[[ PROVIDED MATERIAL, beginning ]]

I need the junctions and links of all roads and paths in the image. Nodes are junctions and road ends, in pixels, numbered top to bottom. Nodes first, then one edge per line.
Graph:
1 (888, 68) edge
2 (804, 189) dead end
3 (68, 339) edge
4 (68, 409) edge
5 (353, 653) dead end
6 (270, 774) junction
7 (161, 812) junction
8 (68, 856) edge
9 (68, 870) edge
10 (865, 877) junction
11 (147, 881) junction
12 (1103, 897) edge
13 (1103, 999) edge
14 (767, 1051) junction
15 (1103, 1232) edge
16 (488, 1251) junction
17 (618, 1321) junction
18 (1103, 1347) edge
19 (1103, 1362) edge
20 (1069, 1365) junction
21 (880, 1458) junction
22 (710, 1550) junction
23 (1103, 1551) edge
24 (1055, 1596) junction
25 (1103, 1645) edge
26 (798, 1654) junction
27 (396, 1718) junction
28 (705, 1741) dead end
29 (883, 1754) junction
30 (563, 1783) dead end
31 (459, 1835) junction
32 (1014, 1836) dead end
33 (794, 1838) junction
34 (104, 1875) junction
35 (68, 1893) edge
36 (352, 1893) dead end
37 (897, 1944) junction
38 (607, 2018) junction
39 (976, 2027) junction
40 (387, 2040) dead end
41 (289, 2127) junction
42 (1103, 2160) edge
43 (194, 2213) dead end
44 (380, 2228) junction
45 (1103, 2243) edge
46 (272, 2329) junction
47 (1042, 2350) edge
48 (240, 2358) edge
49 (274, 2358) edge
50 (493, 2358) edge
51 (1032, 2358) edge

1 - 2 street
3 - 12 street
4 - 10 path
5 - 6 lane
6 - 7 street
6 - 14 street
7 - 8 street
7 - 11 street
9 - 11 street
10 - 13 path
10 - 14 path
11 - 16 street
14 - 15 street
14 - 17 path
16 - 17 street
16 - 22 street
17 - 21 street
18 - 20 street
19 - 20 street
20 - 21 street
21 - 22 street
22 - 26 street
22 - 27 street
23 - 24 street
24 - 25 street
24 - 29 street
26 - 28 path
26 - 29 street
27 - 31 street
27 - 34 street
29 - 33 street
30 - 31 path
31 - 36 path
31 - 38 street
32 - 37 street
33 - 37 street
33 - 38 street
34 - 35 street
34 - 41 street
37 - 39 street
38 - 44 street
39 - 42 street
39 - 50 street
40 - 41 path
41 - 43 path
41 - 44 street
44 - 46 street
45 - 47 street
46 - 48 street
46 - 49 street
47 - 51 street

[[ PROVIDED MATERIAL, end ]]

_PROBLEM TO WORK ON_: Reproduce each entry above exactly, keeping every character.

_EXPECTED ANSWER_:
I need the junctions and links of all roads and paths in the image. Nodes are junctions and road ends, in pixels, numbered top to bottom. Nodes first, then one edge per line.
Graph:
1 (888, 68) edge
2 (804, 189) dead end
3 (68, 339) edge
4 (68, 409) edge
5 (353, 653) dead end
6 (270, 774) junction
7 (161, 812) junction
8 (68, 856) edge
9 (68, 870) edge
10 (865, 877) junction
11 (147, 881) junction
12 (1103, 897) edge
13 (1103, 999) edge
14 (767, 1051) junction
15 (1103, 1232) edge
16 (488, 1251) junction
17 (618, 1321) junction
18 (1103, 1347) edge
19 (1103, 1362) edge
20 (1069, 1365) junction
21 (880, 1458) junction
22 (710, 1550) junction
23 (1103, 1551) edge
24 (1055, 1596) junction
25 (1103, 1645) edge
26 (798, 1654) junction
27 (396, 1718) junction
28 (705, 1741) dead end
29 (883, 1754) junction
30 (563, 1783) dead end
31 (459, 1835) junction
32 (1014, 1836) dead end
33 (794, 1838) junction
34 (104, 1875) junction
35 (68, 1893) edge
36 (352, 1893) dead end
37 (897, 1944) junction
38 (607, 2018) junction
39 (976, 2027) junction
40 (387, 2040) dead end
41 (289, 2127) junction
42 (1103, 2160) edge
43 (194, 2213) dead end
44 (380, 2228) junction
45 (1103, 2243) edge
46 (272, 2329) junction
47 (1042, 2350) edge
48 (240, 2358) edge
49 (274, 2358) edge
50 (493, 2358) edge
51 (1032, 2358) edge

1 - 2 street
3 - 12 street
4 - 10 path
5 - 6 lane
6 - 7 street
6 - 14 street
7 - 8 street
7 - 11 street
9 - 11 street
10 - 13 path
10 - 14 path
11 - 16 street
14 - 15 street
14 - 17 path
16 - 17 street
16 - 22 street
17 - 21 street
18 - 20 street
19 - 20 street
20 - 21 street
21 - 22 street
22 - 26 street
22 - 27 street
23 - 24 street
24 - 25 street
24 - 29 street
26 - 28 path
26 - 29 street
27 - 31 street
27 - 34 street
29 - 33 street
30 - 31 path
31 - 36 path
31 - 38 street
32 - 37 street
33 - 37 street
33 - 38 street
34 - 35 street
34 - 41 street
37 - 39 street
38 - 44 street
39 - 42 street
39 - 50 street
40 - 41 path
41 - 43 path
41 - 44 street
44 - 46 street
45 - 47 street
46 - 48 street
46 - 49 street
47 - 51 street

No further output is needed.